GREC informed the city on Dec. 27 of Tyr Energy's intent to sell its share and closed the deal on Dec. 30.
"That sale did not comply with the contract," City Commissioner Thomas Hawkins said. "What it comes down to is they have some liability because they didn't follow the letter of the contract."
GRU spokeswoman Katie Weitekamp said Thursday that utility officials did not want to discuss the issue in detail publicly before next Thursday's City Commission meeting.
Al Morales, the chief financial officer of GREC, said company officials "strongly believe" the contract was not violated because Tyr's sale to Starwood Energy did not change ownership of a controlling interest in the plant.
"It did not change the control to trigger any claim under the PPA (power purchase agreement)," Morales said.
He declined further comment.
In January, a GRU spokesperson told The Sun the utility expected "no anticipated impact" from the sale but that GRU's attorney was reviewing paperwork to confirm that.

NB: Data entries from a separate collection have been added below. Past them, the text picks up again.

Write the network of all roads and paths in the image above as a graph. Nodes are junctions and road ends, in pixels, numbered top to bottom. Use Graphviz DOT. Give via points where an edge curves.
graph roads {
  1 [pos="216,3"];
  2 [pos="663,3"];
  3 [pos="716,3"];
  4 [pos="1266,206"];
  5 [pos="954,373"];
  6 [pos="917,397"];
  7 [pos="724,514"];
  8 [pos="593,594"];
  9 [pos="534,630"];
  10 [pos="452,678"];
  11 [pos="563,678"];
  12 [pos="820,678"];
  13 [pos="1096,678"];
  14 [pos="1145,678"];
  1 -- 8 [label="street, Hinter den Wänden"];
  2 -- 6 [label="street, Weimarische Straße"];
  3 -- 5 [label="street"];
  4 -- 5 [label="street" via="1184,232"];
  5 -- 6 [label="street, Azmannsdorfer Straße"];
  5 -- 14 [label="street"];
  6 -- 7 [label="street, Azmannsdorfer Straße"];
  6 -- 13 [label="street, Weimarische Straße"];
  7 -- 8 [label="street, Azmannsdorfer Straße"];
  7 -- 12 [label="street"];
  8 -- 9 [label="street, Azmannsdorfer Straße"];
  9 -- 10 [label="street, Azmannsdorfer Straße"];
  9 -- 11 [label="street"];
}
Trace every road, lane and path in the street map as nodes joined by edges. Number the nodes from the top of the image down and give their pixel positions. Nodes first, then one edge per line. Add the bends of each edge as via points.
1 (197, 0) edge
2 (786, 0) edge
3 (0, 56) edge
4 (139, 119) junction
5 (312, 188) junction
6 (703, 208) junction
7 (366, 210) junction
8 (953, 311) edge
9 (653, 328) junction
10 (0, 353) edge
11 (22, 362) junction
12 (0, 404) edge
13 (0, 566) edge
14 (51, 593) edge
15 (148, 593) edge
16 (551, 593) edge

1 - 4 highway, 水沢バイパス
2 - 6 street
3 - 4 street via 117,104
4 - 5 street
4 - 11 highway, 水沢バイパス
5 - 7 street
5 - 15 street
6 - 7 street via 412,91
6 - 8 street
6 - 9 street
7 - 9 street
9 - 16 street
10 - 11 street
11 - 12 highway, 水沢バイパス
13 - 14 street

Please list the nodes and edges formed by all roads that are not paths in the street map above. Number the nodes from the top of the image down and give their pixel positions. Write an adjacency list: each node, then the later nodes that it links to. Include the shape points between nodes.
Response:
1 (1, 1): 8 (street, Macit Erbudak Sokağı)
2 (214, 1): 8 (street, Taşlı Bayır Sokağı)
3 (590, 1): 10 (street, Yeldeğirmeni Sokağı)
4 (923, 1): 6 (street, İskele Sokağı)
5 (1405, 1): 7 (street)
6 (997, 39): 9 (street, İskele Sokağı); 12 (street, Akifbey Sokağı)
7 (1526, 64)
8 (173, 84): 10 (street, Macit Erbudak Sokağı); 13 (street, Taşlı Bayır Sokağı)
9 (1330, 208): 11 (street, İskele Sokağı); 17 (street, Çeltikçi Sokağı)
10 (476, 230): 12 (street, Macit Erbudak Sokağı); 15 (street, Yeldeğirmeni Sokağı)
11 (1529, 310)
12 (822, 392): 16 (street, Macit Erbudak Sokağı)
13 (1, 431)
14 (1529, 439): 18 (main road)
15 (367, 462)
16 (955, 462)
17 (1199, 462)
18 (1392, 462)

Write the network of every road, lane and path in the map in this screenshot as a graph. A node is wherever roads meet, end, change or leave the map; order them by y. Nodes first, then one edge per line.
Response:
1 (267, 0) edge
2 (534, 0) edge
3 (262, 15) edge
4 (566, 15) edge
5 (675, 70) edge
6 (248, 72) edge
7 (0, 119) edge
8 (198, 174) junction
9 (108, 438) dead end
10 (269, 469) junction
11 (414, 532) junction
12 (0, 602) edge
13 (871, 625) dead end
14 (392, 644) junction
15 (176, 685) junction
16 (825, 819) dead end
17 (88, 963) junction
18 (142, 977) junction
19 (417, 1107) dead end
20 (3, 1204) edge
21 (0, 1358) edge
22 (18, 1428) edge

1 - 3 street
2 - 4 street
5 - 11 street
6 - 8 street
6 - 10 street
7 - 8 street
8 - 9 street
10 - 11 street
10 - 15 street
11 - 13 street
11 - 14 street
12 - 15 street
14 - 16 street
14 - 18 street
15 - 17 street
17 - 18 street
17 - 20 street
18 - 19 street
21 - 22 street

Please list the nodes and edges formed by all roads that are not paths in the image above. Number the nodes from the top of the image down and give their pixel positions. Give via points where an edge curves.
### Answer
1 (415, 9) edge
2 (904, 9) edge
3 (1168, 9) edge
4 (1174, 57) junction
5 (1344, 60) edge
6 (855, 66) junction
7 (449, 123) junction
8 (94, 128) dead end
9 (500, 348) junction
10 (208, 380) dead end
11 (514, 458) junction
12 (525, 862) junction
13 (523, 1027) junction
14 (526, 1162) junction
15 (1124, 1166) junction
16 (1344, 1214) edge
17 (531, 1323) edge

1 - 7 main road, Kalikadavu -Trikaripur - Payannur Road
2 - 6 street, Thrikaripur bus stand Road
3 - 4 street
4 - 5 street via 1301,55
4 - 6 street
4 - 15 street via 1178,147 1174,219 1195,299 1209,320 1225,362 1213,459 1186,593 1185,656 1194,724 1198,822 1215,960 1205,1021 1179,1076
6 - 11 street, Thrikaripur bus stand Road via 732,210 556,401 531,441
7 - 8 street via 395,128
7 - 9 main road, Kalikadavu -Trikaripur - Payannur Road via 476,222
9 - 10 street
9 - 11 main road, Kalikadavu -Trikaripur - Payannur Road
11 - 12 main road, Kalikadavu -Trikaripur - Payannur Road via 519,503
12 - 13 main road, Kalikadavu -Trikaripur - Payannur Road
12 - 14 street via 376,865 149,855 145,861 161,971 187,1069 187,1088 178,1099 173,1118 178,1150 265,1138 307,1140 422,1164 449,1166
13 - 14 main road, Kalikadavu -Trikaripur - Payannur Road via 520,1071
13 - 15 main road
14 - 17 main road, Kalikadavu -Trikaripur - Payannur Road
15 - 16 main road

GRU then "requested additional documentation and information from GREC" but the company has, so far, "failed to provide the requested materials and information," according to the agenda item for the Dec. 20 meeting.
The potential claim for arbitration come as GRU nears the one-year deadline for filing a claim, which looms on Dec. 30.
McNeill's statement did not specifically address questions on what documentation GRU sought from GREC or why the recommendation for arbitration comes close to the legal deadline, except to say that the "timing of the request for arbitration is in full accordance with Florida law."